Down Under comedian brings show to Israel
Austen Tayshus, a prominent Australian comedian, became a household name after the release of his 1983 classic spoken-word single, which used word play on all things quintessentially Australian. Yet the humorist, who is currently vacationing and performing in Israel, has quite a different angle for his Holy Land tour.
"My thing is not one-liners, my show is much more a philosophical take on being Jewish, on living in the Diaspora, in a gentile world, on Jewish pride, on maintaining a secure Israel and the Holocaust and its affect on my generation," explained the 55-year-old, whose real name is Alexander "Sandy" Gutman.
Gutman, a tall man who never steps onto the stage without his black suit and his dark shades, could never repeat the success of "Australiana," the best-selling single of 1983 that combines words to create lines such as "...how much can a koala bear?" and "Wattle we do about Nulla?"
"It was a huge hit in the 80s," Hadera resident Leon Schneider, who was born three years after "Australiana" was issued, said yesterday. "I remember hearing it on the radio when I was six or seven years old. Every Australian over the age of 20 has heard of Austen Tayshus," he said, adding, however, that for the last 20 years he hasn't heard the name very often.
Since "Australiana," Austen Tayshus has performed over 10,000 shows, produced films, documentaries and records, most of which are no longer about word plays but deal with social issues. After his Israel visit he plans to return to Australia for some 100 gigs countrywide and to release a new record.
Gutman's shows - which often work through imitating accents and personalities - can be quite provocative. "There are people who hate my first guest - racist, homophobe, depraved - even anti-Semitic are some of the insults thrown at him," a popular Australian TV show host said to introduce Austen Tayshus in 2005. "Described as a drunken yobbo's worst nightmare, someone who can outgross you, outyell you and outlast you, Austen Tayshus can lay claim to being our greatest outsider comic."

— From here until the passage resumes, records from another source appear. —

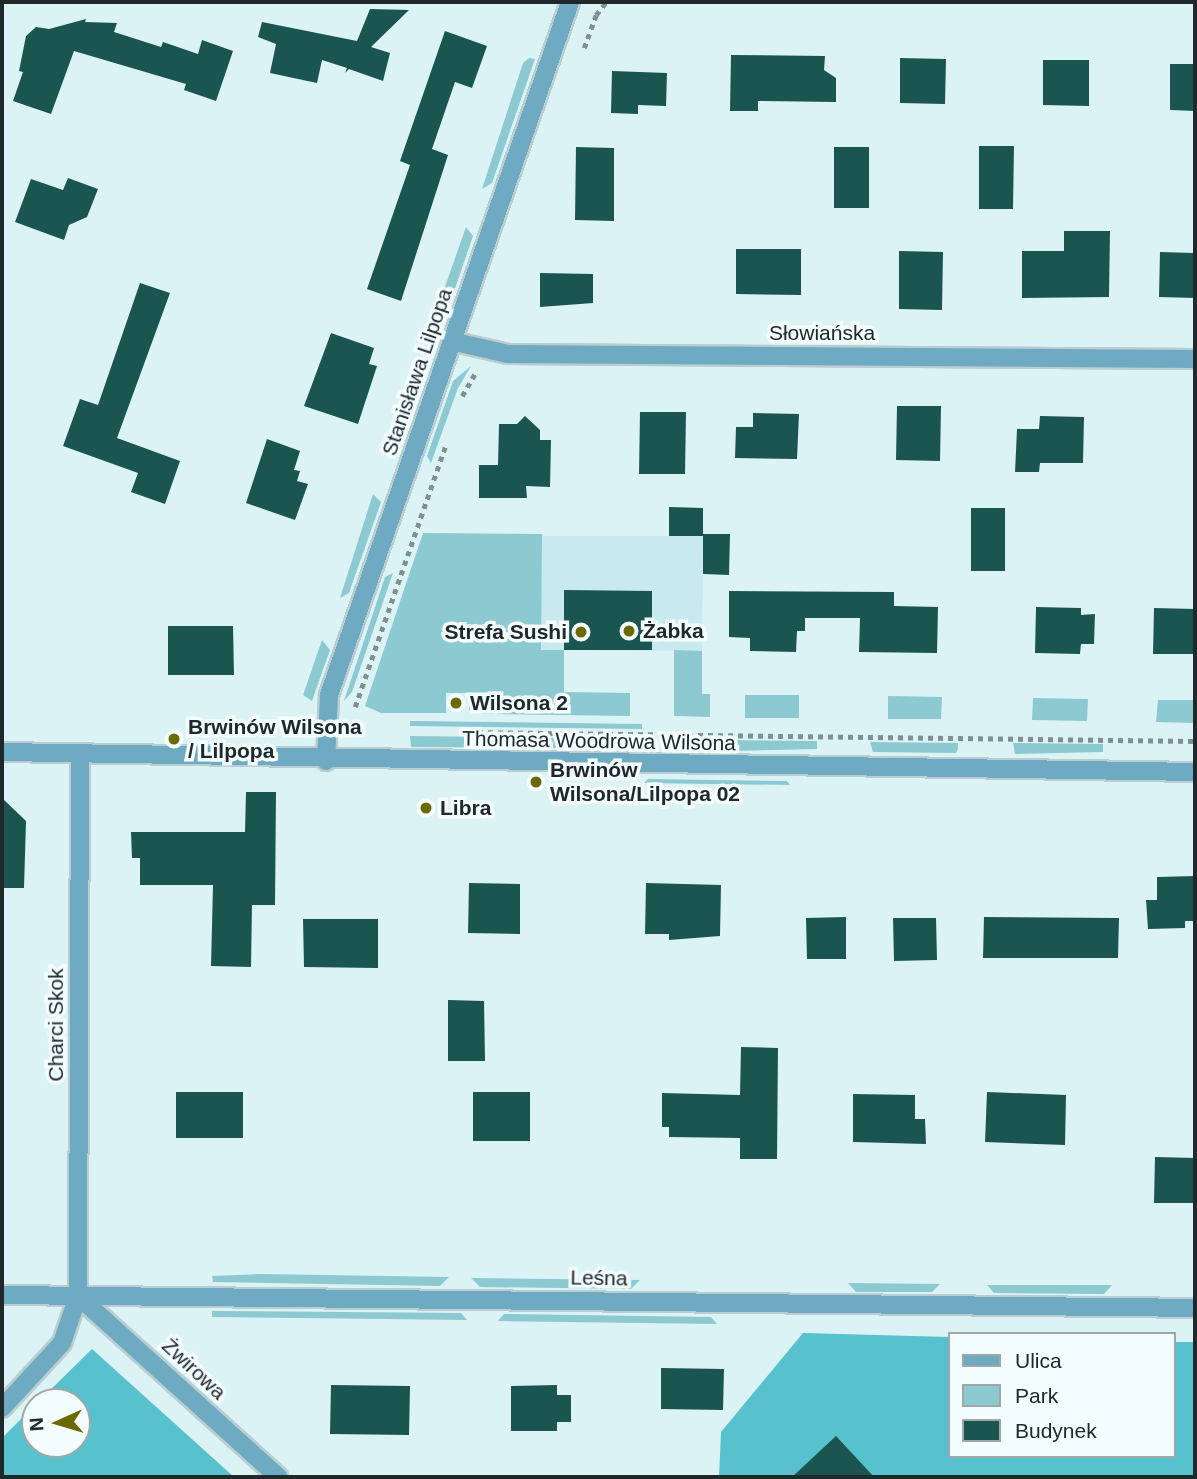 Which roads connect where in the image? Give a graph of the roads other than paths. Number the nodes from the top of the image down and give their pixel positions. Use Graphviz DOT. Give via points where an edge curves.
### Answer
graph roads {
  1 [pos="570,2"];
  2 [pos="451,341"];
  3 [pos="1195,359"];
  4 [pos="2,752"];
  5 [pos="80,754"];
  6 [pos="326,761"];
  7 [pos="1195,772"];
  8 [pos="2,1295"];
  9 [pos="78,1296"];
  10 [pos="1195,1308"];
  11 [pos="2,1408"];
  12 [pos="278,1477"];
  1 -- 2 [label="street, Stanisława Lilpopa"];
  2 -- 3 [label="street, Słowiańska" via="508,354"];
  2 -- 6 [label="street, Stanisława Lilpopa" via="329,695"];
  4 -- 5 [label="street, Thomasa Woodrowa Wilsona"];
  5 -- 6 [label="street, Thomasa Woodrowa Wilsona"];
  5 -- 9 [label="street, Charci Skok"];
  6 -- 7 [label="street, Thomasa Woodrowa Wilsona"];
  8 -- 9 [label="street, Leśna"];
  9 -- 10 [label="street, Leśna"];
  9 -- 11 [label="street, Charci Skok" via="62,1343"];
  9 -- 12 [label="street, Żwirowa"];
} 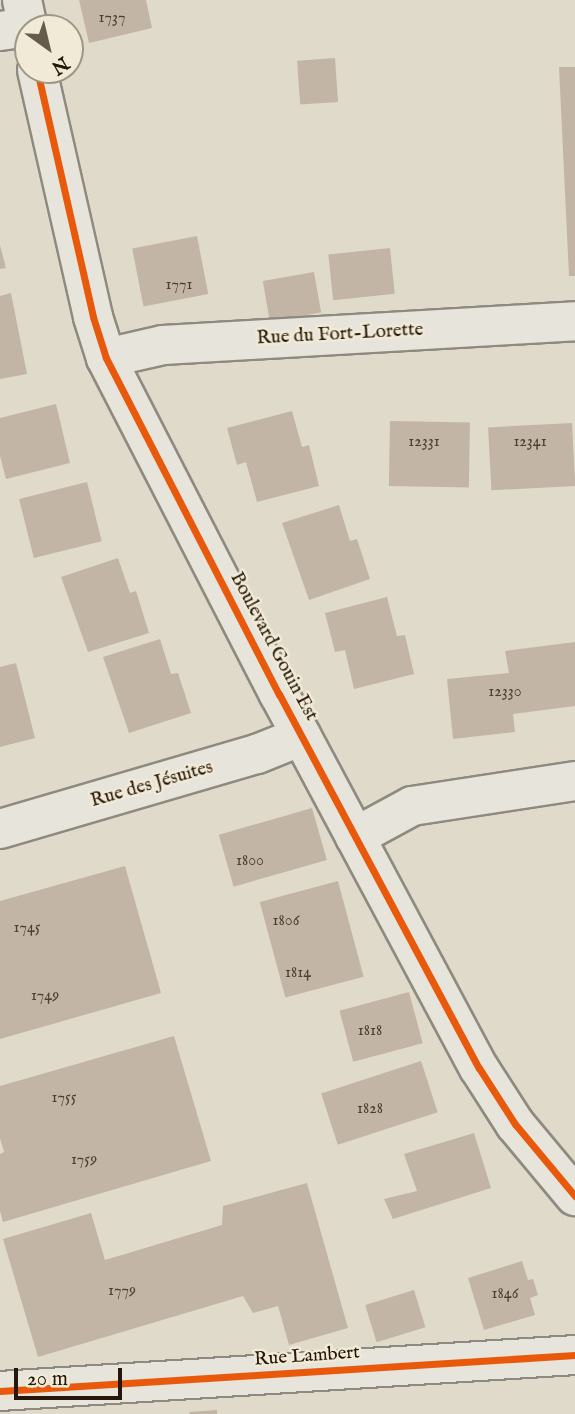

"My humor is very current," the comedian said this week, explaining that in his latest shows he's been talking about the pope and the abuse scandal that recently rocked the Catholic Church. Other topics he likes to discuss in front of Jewish audiences are South African Jews who move to Australia and their alleged obsession with materialism, Israel's different ethnicities and his experience performing as an Australian-Jewish artist in Arab countries.
"In Israel I've been talking about going to Yad Vashem and the effect that it had on me, and about the relationship between the Jews and the Arabs."
Not exactly topics that would make most people burst out with laughter.
"It's a whole mixture of ideas, and I make it very funny," Gutman promises. "I don't really do a regular routine, I improvise a lot," he explained. "I work a lot with the audience and depending on the sekhel [smartness] of the audience, the more clever the show is.... My show is constantly changing. So the show this Saturday night is going to be completely different from the show I did last week."
The son of a Hasidic Holocaust survivor, Gutman grew up in an Orthodox home. At the age of 14 he won the Australian Bible competition and competed at the finals in Israel, where he got in the top 5, he recalls. He later spent a few months studying at a Jerusalem yeshiva and came back to volunteer during the Yom Kippur War.
The New South Wales resident says he wants to move to Israel as soon as his daughters, 10 and 14, are grown up. "I think all the Jews should come here, now that I've been here again for another couple of weeks," he said. "We should come here and be strong. We need a strong leader right now, someone like Menachem Begin. We need someone who's not going to bend too much."
Austen Tayshus will perform this Saturday at 9:30 P.M. at the Off The Wall comedy club in Jerusalem.